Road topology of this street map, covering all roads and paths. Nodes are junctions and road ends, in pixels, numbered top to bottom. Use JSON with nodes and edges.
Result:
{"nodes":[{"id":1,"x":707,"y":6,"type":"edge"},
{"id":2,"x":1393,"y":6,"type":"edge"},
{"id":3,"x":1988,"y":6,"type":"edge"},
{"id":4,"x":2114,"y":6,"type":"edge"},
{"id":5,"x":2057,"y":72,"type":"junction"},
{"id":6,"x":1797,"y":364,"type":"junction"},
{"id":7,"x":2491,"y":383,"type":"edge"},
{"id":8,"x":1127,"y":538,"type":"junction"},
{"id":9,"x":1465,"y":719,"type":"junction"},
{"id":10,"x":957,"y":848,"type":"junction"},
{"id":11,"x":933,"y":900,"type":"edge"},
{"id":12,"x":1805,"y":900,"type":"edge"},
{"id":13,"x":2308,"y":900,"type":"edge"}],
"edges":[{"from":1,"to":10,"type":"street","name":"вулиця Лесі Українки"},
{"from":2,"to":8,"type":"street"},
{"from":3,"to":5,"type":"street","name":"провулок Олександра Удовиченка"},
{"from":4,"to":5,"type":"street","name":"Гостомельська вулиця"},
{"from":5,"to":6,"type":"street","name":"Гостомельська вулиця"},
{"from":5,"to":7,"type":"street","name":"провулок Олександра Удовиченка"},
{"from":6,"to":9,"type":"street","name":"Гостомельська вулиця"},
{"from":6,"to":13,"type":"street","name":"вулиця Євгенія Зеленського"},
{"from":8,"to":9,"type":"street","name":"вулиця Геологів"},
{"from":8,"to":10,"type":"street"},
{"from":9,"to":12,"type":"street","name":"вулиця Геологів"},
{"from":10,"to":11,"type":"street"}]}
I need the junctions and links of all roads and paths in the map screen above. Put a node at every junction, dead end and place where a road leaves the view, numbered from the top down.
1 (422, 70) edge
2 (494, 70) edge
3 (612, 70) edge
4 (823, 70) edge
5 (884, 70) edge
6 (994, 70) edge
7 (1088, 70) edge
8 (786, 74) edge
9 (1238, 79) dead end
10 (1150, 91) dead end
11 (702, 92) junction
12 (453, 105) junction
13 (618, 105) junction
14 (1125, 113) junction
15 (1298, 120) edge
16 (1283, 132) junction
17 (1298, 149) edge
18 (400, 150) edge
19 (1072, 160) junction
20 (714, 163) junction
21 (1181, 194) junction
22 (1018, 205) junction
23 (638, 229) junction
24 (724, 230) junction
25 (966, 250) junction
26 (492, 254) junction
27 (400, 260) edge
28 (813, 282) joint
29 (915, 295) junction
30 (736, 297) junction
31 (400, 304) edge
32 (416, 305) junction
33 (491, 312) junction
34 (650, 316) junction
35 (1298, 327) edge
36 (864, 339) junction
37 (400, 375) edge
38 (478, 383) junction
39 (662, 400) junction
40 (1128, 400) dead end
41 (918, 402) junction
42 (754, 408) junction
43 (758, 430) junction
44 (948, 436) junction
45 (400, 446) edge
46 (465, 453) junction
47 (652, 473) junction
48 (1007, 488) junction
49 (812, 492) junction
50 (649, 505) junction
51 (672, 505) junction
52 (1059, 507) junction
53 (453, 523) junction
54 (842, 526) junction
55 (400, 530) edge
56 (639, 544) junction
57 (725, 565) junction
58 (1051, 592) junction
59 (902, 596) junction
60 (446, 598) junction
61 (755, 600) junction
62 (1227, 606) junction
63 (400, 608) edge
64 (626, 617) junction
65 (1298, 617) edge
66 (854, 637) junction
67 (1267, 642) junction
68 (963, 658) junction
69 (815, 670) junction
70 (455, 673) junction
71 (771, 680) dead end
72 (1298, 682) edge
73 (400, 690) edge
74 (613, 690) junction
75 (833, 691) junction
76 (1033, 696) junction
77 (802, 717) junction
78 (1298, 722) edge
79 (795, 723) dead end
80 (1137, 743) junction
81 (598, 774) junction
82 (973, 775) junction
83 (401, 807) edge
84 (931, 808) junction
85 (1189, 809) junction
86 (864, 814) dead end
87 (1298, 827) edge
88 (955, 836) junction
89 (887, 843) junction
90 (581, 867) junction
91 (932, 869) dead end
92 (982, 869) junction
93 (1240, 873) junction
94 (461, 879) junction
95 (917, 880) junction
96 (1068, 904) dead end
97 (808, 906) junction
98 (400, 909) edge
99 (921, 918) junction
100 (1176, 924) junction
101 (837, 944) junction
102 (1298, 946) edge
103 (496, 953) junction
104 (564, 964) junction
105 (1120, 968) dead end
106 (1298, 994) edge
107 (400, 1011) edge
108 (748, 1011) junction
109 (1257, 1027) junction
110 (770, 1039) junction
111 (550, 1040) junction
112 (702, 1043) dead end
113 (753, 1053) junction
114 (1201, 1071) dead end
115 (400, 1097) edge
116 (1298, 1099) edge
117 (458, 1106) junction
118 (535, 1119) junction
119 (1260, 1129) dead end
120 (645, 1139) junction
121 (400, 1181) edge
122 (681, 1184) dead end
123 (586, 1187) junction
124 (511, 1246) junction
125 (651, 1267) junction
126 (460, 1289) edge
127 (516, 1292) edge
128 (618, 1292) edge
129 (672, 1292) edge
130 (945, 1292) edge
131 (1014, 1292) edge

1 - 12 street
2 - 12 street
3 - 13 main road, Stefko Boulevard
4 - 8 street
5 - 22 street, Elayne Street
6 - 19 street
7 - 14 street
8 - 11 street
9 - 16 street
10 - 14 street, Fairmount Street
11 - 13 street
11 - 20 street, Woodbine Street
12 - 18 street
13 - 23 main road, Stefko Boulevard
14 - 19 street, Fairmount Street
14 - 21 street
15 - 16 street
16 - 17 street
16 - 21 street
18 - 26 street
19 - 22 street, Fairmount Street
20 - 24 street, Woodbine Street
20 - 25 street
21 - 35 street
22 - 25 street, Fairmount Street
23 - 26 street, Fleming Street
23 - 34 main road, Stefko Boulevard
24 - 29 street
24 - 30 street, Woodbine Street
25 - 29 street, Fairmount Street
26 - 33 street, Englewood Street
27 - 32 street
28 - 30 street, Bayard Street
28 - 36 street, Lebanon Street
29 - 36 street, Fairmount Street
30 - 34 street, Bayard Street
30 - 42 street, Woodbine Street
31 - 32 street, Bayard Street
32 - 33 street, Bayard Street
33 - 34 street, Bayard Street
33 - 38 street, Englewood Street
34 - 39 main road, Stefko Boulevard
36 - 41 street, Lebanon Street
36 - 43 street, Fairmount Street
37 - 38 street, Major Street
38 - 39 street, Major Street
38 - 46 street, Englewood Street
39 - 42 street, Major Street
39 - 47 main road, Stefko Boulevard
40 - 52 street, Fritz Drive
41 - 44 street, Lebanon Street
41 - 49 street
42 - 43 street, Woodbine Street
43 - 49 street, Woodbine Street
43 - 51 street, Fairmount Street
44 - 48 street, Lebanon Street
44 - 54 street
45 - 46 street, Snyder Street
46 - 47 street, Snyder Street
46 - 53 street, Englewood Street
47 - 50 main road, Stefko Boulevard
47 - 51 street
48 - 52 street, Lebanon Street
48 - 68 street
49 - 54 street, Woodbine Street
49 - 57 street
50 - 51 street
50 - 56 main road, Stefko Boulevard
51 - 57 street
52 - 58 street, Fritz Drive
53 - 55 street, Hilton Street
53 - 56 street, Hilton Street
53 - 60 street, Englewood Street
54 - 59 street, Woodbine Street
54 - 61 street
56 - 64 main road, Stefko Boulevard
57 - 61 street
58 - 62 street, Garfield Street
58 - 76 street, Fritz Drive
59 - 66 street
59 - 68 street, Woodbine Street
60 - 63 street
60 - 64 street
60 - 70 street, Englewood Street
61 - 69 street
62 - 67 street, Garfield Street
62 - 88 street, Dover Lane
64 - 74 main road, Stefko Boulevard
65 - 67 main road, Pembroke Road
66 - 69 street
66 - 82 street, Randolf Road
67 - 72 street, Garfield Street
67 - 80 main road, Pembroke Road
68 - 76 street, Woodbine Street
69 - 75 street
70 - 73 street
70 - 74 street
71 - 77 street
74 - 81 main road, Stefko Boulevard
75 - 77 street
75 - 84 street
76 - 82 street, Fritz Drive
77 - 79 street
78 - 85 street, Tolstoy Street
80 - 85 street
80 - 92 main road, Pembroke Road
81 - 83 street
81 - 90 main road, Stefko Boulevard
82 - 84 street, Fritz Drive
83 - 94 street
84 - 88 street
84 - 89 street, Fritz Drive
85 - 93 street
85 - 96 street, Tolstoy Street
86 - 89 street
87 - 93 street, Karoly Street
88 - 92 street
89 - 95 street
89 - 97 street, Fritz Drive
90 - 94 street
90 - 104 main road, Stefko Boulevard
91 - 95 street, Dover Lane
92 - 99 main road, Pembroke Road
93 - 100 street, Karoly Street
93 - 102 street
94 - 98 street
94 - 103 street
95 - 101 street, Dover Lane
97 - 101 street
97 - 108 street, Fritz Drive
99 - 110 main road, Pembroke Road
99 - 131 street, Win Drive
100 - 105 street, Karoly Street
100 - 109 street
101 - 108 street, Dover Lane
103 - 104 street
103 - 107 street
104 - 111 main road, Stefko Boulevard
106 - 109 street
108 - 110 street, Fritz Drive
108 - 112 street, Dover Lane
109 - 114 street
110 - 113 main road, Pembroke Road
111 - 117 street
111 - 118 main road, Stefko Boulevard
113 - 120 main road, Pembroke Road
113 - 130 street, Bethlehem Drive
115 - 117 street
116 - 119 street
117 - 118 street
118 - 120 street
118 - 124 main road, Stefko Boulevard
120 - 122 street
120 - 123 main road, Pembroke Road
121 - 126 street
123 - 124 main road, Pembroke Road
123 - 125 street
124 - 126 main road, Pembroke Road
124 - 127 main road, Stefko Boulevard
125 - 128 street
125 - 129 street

Exercise requirements → Return each line of the data where the word "Snyder" appears.

Output of the task →
45 - 46 street, Snyder Street
46 - 47 street, Snyder Street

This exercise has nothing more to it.